━━━ Data records ━━━

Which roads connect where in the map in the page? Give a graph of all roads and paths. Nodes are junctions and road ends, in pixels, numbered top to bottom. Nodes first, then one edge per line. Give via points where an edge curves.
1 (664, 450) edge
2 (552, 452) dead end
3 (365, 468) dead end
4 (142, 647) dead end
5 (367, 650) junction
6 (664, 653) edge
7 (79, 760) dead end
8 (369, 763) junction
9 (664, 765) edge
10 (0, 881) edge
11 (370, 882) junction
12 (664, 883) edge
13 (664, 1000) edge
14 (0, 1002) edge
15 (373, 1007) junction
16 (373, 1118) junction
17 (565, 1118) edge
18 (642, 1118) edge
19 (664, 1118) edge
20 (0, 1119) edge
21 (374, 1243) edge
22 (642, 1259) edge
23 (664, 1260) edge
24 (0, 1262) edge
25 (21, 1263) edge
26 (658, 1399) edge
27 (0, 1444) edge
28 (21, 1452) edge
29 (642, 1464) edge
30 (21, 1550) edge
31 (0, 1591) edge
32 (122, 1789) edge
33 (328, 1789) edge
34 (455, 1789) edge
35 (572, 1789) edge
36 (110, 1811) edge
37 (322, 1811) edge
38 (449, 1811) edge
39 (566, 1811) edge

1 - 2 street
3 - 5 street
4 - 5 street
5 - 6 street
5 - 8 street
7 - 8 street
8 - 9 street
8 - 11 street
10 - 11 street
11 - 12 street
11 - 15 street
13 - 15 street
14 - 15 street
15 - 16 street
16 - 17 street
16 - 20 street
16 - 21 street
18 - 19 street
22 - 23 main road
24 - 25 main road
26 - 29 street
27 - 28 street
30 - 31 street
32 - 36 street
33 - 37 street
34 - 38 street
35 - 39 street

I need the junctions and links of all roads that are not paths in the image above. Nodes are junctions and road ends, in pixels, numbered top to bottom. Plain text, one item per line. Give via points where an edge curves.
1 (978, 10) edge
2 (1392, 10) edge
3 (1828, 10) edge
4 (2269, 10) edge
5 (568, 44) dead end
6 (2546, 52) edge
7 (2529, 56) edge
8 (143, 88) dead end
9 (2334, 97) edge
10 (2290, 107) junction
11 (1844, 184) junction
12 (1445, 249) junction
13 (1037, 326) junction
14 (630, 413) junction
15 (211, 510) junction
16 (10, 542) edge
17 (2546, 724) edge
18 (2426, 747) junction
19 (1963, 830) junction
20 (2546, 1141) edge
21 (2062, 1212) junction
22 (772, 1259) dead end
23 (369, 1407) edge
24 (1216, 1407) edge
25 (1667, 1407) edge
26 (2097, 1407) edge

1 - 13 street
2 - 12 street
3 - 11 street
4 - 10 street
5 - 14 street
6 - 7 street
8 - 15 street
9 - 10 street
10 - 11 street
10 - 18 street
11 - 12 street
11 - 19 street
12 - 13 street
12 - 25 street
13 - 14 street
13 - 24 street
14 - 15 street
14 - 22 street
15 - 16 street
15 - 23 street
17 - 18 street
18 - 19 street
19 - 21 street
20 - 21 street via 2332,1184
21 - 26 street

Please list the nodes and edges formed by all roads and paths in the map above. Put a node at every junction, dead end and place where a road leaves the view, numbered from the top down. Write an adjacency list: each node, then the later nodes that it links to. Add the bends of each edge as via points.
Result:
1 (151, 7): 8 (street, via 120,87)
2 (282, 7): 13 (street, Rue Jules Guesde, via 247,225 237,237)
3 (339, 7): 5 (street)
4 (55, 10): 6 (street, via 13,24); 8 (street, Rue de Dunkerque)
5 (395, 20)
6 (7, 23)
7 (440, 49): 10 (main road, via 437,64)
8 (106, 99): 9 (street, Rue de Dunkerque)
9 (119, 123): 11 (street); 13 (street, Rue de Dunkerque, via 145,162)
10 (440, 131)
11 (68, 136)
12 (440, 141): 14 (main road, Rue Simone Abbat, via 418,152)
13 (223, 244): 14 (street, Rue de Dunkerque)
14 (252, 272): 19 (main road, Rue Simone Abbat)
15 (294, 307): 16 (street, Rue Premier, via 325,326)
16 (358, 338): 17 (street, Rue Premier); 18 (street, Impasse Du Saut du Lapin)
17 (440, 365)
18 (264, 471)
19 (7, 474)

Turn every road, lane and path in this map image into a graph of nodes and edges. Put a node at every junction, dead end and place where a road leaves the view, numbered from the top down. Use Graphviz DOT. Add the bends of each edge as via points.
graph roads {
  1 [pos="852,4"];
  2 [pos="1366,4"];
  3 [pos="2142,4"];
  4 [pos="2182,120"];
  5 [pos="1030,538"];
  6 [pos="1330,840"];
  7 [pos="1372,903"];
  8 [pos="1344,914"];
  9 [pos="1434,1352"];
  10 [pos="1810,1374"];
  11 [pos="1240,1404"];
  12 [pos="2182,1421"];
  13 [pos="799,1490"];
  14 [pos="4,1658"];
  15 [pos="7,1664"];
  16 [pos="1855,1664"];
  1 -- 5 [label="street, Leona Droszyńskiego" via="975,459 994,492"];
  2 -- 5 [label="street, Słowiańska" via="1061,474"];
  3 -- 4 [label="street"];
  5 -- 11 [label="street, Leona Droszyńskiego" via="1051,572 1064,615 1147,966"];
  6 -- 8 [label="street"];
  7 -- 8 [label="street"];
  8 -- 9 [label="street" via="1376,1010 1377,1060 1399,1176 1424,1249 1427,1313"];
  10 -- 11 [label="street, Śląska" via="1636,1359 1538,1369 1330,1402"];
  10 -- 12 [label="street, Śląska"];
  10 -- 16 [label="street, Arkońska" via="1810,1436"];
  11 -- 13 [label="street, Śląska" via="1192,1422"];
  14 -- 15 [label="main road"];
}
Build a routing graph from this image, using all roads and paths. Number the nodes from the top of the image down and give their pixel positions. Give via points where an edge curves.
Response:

━━━

• [Exercise] Restate the records above word for word.

• [Solution to the exercise]
Which roads connect where in the map in the page? Give a graph of all roads and paths. Nodes are junctions and road ends, in pixels, numbered top to bottom. Nodes first, then one edge per line. Give via points where an edge curves.
1 (664, 450) edge
2 (552, 452) dead end
3 (365, 468) dead end
4 (142, 647) dead end
5 (367, 650) junction
6 (664, 653) edge
7 (79, 760) dead end
8 (369, 763) junction
9 (664, 765) edge
10 (0, 881) edge
11 (370, 882) junction
12 (664, 883) edge
13 (664, 1000) edge
14 (0, 1002) edge
15 (373, 1007) junction
16 (373, 1118) junction
17 (565, 1118) edge
18 (642, 1118) edge
19 (664, 1118) edge
20 (0, 1119) edge
21 (374, 1243) edge
22 (642, 1259) edge
23 (664, 1260) edge
24 (0, 1262) edge
25 (21, 1263) edge
26 (658, 1399) edge
27 (0, 1444) edge
28 (21, 1452) edge
29 (642, 1464) edge
30 (21, 1550) edge
31 (0, 1591) edge
32 (122, 1789) edge
33 (328, 1789) edge
34 (455, 1789) edge
35 (572, 1789) edge
36 (110, 1811) edge
37 (322, 1811) edge
38 (449, 1811) edge
39 (566, 1811) edge

1 - 2 street
3 - 5 street
4 - 5 street
5 - 6 street
5 - 8 street
7 - 8 street
8 - 9 street
8 - 11 street
10 - 11 street
11 - 12 street
11 - 15 street
13 - 15 street
14 - 15 street
15 - 16 street
16 - 17 street
16 - 20 street
16 - 21 street
18 - 19 street
22 - 23 main road
24 - 25 main road
26 - 29 street
27 - 28 street
30 - 31 street
32 - 36 street
33 - 37 street
34 - 38 street
35 - 39 street

I need the junctions and links of all roads that are not paths in the image above. Nodes are junctions and road ends, in pixels, numbered top to bottom. Plain text, one item per line. Give via points where an edge curves.
1 (978, 10) edge
2 (1392, 10) edge
3 (1828, 10) edge
4 (2269, 10) edge
5 (568, 44) dead end
6 (2546, 52) edge
7 (2529, 56) edge
8 (143, 88) dead end
9 (2334, 97) edge
10 (2290, 107) junction
11 (1844, 184) junction
12 (1445, 249) junction
13 (1037, 326) junction
14 (630, 413) junction
15 (211, 510) junction
16 (10, 542) edge
17 (2546, 724) edge
18 (2426, 747) junction
19 (1963, 830) junction
20 (2546, 1141) edge
21 (2062, 1212) junction
22 (772, 1259) dead end
23 (369, 1407) edge
24 (1216, 1407) edge
25 (1667, 1407) edge
26 (2097, 1407) edge

1 - 13 street
2 - 12 street
3 - 11 street
4 - 10 street
5 - 14 street
6 - 7 street
8 - 15 street
9 - 10 street
10 - 11 street
10 - 18 street
11 - 12 street
11 - 19 street
12 - 13 street
12 - 25 street
13 - 14 street
13 - 24 street
14 - 15 street
14 - 22 street
15 - 16 street
15 - 23 street
17 - 18 street
18 - 19 street
19 - 21 street
20 - 21 street via 2332,1184
21 - 26 street

Please list the nodes and edges formed by all roads and paths in the map above. Put a node at every junction, dead end and place where a road leaves the view, numbered from the top down. Write an adjacency list: each node, then the later nodes that it links to. Add the bends of each edge as via points.
Result:
1 (151, 7): 8 (street, via 120,87)
2 (282, 7): 13 (street, Rue Jules Guesde, via 247,225 237,237)
3 (339, 7): 5 (street)
4 (55, 10): 6 (street, via 13,24); 8 (street, Rue de Dunkerque)
5 (395, 20)
6 (7, 23)
7 (440, 49): 10 (main road, via 437,64)
8 (106, 99): 9 (street, Rue de Dunkerque)
9 (119, 123): 11 (street); 13 (street, Rue de Dunkerque, via 145,162)
10 (440, 131)
11 (68, 136)
12 (440, 141): 14 (main road, Rue Simone Abbat, via 418,152)
13 (223, 244): 14 (street, Rue de Dunkerque)
14 (252, 272): 19 (main road, Rue Simone Abbat)
15 (294, 307): 16 (street, Rue Premier, via 325,326)
16 (358, 338): 17 (street, Rue Premier); 18 (street, Impasse Du Saut du Lapin)
17 (440, 365)
18 (264, 471)
19 (7, 474)

Turn every road, lane and path in this map image into a graph of nodes and edges. Put a node at every junction, dead end and place where a road leaves the view, numbered from the top down. Use Graphviz DOT. Add the bends of each edge as via points.
graph roads {
  1 [pos="852,4"];
  2 [pos="1366,4"];
  3 [pos="2142,4"];
  4 [pos="2182,120"];
  5 [pos="1030,538"];
  6 [pos="1330,840"];
  7 [pos="1372,903"];
  8 [pos="1344,914"];
  9 [pos="1434,1352"];
  10 [pos="1810,1374"];
  11 [pos="1240,1404"];
  12 [pos="2182,1421"];
  13 [pos="799,1490"];
  14 [pos="4,1658"];
  15 [pos="7,1664"];
  16 [pos="1855,1664"];
  1 -- 5 [label="street, Leona Droszyńskiego" via="975,459 994,492"];
  2 -- 5 [label="street, Słowiańska" via="1061,474"];
  3 -- 4 [label="street"];
  5 -- 11 [label="street, Leona Droszyńskiego" via="1051,572 1064,615 1147,966"];
  6 -- 8 [label="street"];
  7 -- 8 [label="street"];
  8 -- 9 [label="street" via="1376,1010 1377,1060 1399,1176 1424,1249 1427,1313"];
  10 -- 11 [label="street, Śląska" via="1636,1359 1538,1369 1330,1402"];
  10 -- 12 [label="street, Śląska"];
  10 -- 16 [label="street, Arkońska" via="1810,1436"];
  11 -- 13 [label="street, Śląska" via="1192,1422"];
  14 -- 15 [label="main road"];
}
Build a routing graph from this image, using all roads and paths. Number the nodes from the top of the image down and give their pixel positions. Give via points where an edge curves.
Response:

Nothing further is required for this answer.